◆ TASK OBJECTIVE ◆
Nothing but the text of the records should come back; copy it exactly and leave the pictures out.
*** INFORMATION PROVIDED ***
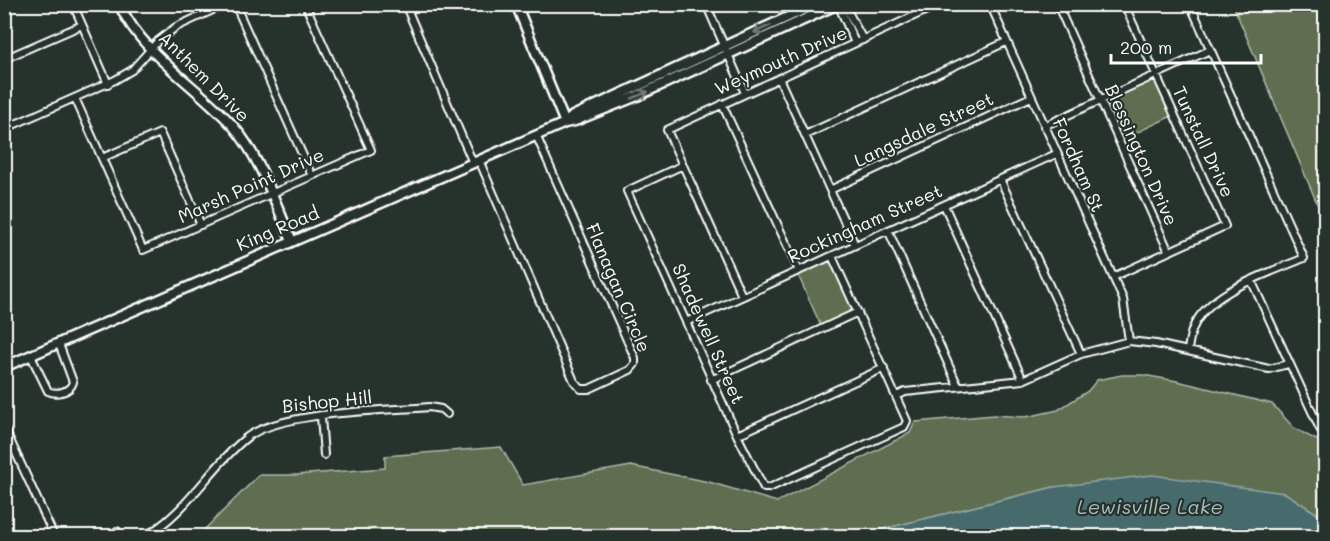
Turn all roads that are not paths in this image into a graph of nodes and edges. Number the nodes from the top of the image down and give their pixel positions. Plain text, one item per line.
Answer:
1 (73, 4) edge
2 (119, 4) edge
3 (226, 4) edge
4 (235, 4) edge
5 (305, 4) edge
6 (405, 4) edge
7 (516, 4) edge
8 (706, 4) edge
9 (816, 4) edge
10 (841, 4) edge
11 (940, 4) edge
12 (990, 4) edge
13 (1057, 4) edge
14 (1124, 4) edge
15 (1190, 4) edge
16 (805, 14) junction
17 (82, 25) junction
18 (863, 40) junction
19 (1006, 42) junction
20 (855, 44) junction
21 (724, 46) junction
22 (151, 50) junction
23 (1210, 50) junction
24 (728, 55) junction
25 (4, 59) edge
26 (1156, 75) junction
27 (670, 76) junction
28 (779, 78) junction
29 (108, 84) junction
30 (745, 93) junction
31 (1031, 97) junction
32 (75, 98) junction
33 (1100, 100) junction
34 (722, 104) junction
35 (566, 123) junction
36 (1044, 126) junction
37 (4, 129) edge
38 (536, 135) junction
39 (805, 135) junction
40 (1056, 154) junction
41 (102, 158) junction
42 (476, 161) junction
43 (683, 165) junction
44 (312, 176) junction
45 (1000, 179) junction
46 (830, 190) junction
47 (272, 194) junction
48 (944, 205) junction
49 (201, 225) junction
50 (888, 230) junction
51 (292, 241) junction
52 (855, 245) junction
53 (1169, 252) junction
54 (832, 256) junction
55 (799, 271) junction
56 (1113, 277) junction
57 (1252, 282) junction
58 (742, 296) junction
59 (858, 312) junction
60 (686, 322) junction
61 (1129, 341) junction
62 (59, 344) junction
63 (1188, 350) junction
64 (1080, 354) junction
65 (31, 356) junction
66 (1288, 364) junction
67 (4, 367) edge
68 (884, 368) junction
69 (711, 380) junction
70 (1023, 380) junction
71 (958, 386) junction
72 (897, 396) junction
73 (447, 414) dead end
74 (321, 417) junction
75 (4, 427) edge
76 (1323, 428) edge
77 (737, 435) junction
78 (324, 455) dead end
79 (54, 537) edge
80 (145, 537) edge

1 - 17 street
2 - 22 street, Anthem Drive
3 - 22 street
4 - 44 street
5 - 44 street, Marsh Point Drive
6 - 42 street
7 - 35 street
8 - 21 street
9 - 16 street, King Road
10 - 16 street, King Road
10 - 18 street
10 - 20 street
11 - 18 street, Weymouth Drive
12 - 19 street, Fordham St
13 - 33 street, Blessington Drive
14 - 26 street, Tunstall Drive
15 - 23 street
16 -> 21 street, King Road
16 - 24 street, King Road
17 - 25 street
17 - 29 street
18 - 20 street, Weymouth Drive
19 - 31 street, Fordham St
19 - 39 street
20 - 28 street, Weymouth Drive
21 - 24 street
21 - 27 street, King Road
22 - 29 street
22 - 47 street, Anthem Drive
23 - 26 street
23 - 57 street
24 - 27 street, King Road
24 - 30 street
26 - 33 street
26 - 53 street, Tunstall Drive
27 - 35 street, King Road
28 - 30 street, Weymouth Drive
28 - 39 street
29 - 32 street
30 - 34 street, Weymouth Drive
31 - 36 street, Fordham St
31 - 46 street, Langsdale Street
32 - 37 street
32 - 41 street
33 - 36 street
33 - 53 street, Blessington Drive
34 - 43 street, Weymouth Drive
34 - 55 street
35 - 38 street, King Road
36 - 40 street, Fordham St
38 - 42 street, King Road
38 - 42 street, Flanagan Circle
39 - 46 street
40 - 45 street, Rockingham Street
40 - 56 street, Fordham St
41 - 49 street
41 - 49 street, Marsh Point Drive
42 - 51 street, King Road
43 - 58 street
43 - 60 street, Shadewell Street
44 - 47 street, Marsh Point Drive
45 - 48 street, Rockingham Street
45 - 64 street
46 - 52 street
47 - 49 street, Marsh Point Drive
47 - 51 street, Anthem Drive
48 - 50 street, Rockingham Street
48 - 70 street
50 - 52 street, Rockingham Street
50 - 71 street
51 - 62 street, King Road
52 - 54 street, Rockingham Street
53 - 56 street
54 - 55 street, Rockingham Street
54 - 59 street
55 - 58 street, Rockingham Street
56 - 61 street, Fordham St
57 - 63 street
57 - 66 street
58 - 60 street, Rockingham Street
59 - 68 street
59 - 69 street
60 - 69 street, Shadewell Street
61 - 63 street
61 - 64 street
62 - 65 street, King Road
62 - 65 street
63 - 66 street
64 - 70 street
65 - 67 street, King Road
66 - 76 street
68 - 72 street
68 - 77 street
69 - 77 street, Shadewell Street
70 - 71 street
71 - 72 street
72 - 77 street, Shadewell Street
73 - 74 street, Bishop Hill
74 - 78 street
74 - 80 street, Bishop Hill
75 - 79 street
*** End of INFORMATION PROVIDED ***
◆ SOLUTION FOR THIS PROBLEM ◆
Turn all roads that are not paths in this image into a graph of nodes and edges. Number the nodes from the top of the image down and give their pixel positions. Plain text, one item per line.
Answer:
1 (73, 4) edge
2 (119, 4) edge
3 (226, 4) edge
4 (235, 4) edge
5 (305, 4) edge
6 (405, 4) edge
7 (516, 4) edge
8 (706, 4) edge
9 (816, 4) edge
10 (841, 4) edge
11 (940, 4) edge
12 (990, 4) edge
13 (1057, 4) edge
14 (1124, 4) edge
15 (1190, 4) edge
16 (805, 14) junction
17 (82, 25) junction
18 (863, 40) junction
19 (1006, 42) junction
20 (855, 44) junction
21 (724, 46) junction
22 (151, 50) junction
23 (1210, 50) junction
24 (728, 55) junction
25 (4, 59) edge
26 (1156, 75) junction
27 (670, 76) junction
28 (779, 78) junction
29 (108, 84) junction
30 (745, 93) junction
31 (1031, 97) junction
32 (75, 98) junction
33 (1100, 100) junction
34 (722, 104) junction
35 (566, 123) junction
36 (1044, 126) junction
37 (4, 129) edge
38 (536, 135) junction
39 (805, 135) junction
40 (1056, 154) junction
41 (102, 158) junction
42 (476, 161) junction
43 (683, 165) junction
44 (312, 176) junction
45 (1000, 179) junction
46 (830, 190) junction
47 (272, 194) junction
48 (944, 205) junction
49 (201, 225) junction
50 (888, 230) junction
51 (292, 241) junction
52 (855, 245) junction
53 (1169, 252) junction
54 (832, 256) junction
55 (799, 271) junction
56 (1113, 277) junction
57 (1252, 282) junction
58 (742, 296) junction
59 (858, 312) junction
60 (686, 322) junction
61 (1129, 341) junction
62 (59, 344) junction
63 (1188, 350) junction
64 (1080, 354) junction
65 (31, 356) junction
66 (1288, 364) junction
67 (4, 367) edge
68 (884, 368) junction
69 (711, 380) junction
70 (1023, 380) junction
71 (958, 386) junction
72 (897, 396) junction
73 (447, 414) dead end
74 (321, 417) junction
75 (4, 427) edge
76 (1323, 428) edge
77 (737, 435) junction
78 (324, 455) dead end
79 (54, 537) edge
80 (145, 537) edge

1 - 17 street
2 - 22 street, Anthem Drive
3 - 22 street
4 - 44 street
5 - 44 street, Marsh Point Drive
6 - 42 street
7 - 35 street
8 - 21 street
9 - 16 street, King Road
10 - 16 street, King Road
10 - 18 street
10 - 20 street
11 - 18 street, Weymouth Drive
12 - 19 street, Fordham St
13 - 33 street, Blessington Drive
14 - 26 street, Tunstall Drive
15 - 23 street
16 -> 21 street, King Road
16 - 24 street, King Road
17 - 25 street
17 - 29 street
18 - 20 street, Weymouth Drive
19 - 31 street, Fordham St
19 - 39 street
20 - 28 street, Weymouth Drive
21 - 24 street
21 - 27 street, King Road
22 - 29 street
22 - 47 street, Anthem Drive
23 - 26 street
23 - 57 street
24 - 27 street, King Road
24 - 30 street
26 - 33 street
26 - 53 street, Tunstall Drive
27 - 35 street, King Road
28 - 30 street, Weymouth Drive
28 - 39 street
29 - 32 street
30 - 34 street, Weymouth Drive
31 - 36 street, Fordham St
31 - 46 street, Langsdale Street
32 - 37 street
32 - 41 street
33 - 36 street
33 - 53 street, Blessington Drive
34 - 43 street, Weymouth Drive
34 - 55 street
35 - 38 street, King Road
36 - 40 street, Fordham St
38 - 42 street, King Road
38 - 42 street, Flanagan Circle
39 - 46 street
40 - 45 street, Rockingham Street
40 - 56 street, Fordham St
41 - 49 street
41 - 49 street, Marsh Point Drive
42 - 51 street, King Road
43 - 58 street
43 - 60 street, Shadewell Street
44 - 47 street, Marsh Point Drive
45 - 48 street, Rockingham Street
45 - 64 street
46 - 52 street
47 - 49 street, Marsh Point Drive
47 - 51 street, Anthem Drive
48 - 50 street, Rockingham Street
48 - 70 street
50 - 52 street, Rockingham Street
50 - 71 street
51 - 62 street, King Road
52 - 54 street, Rockingham Street
53 - 56 street
54 - 55 street, Rockingham Street
54 - 59 street
55 - 58 street, Rockingham Street
56 - 61 street, Fordham St
57 - 63 street
57 - 66 street
58 - 60 street, Rockingham Street
59 - 68 street
59 - 69 street
60 - 69 street, Shadewell Street
61 - 63 street
61 - 64 street
62 - 65 street, King Road
62 - 65 street
63 - 66 street
64 - 70 street
65 - 67 street, King Road
66 - 76 street
68 - 72 street
68 - 77 street
69 - 77 street, Shadewell Street
70 - 71 street
71 - 72 street
72 - 77 street, Shadewell Street
73 - 74 street, Bishop Hill
74 - 78 street
74 - 80 street, Bishop Hill
75 - 79 street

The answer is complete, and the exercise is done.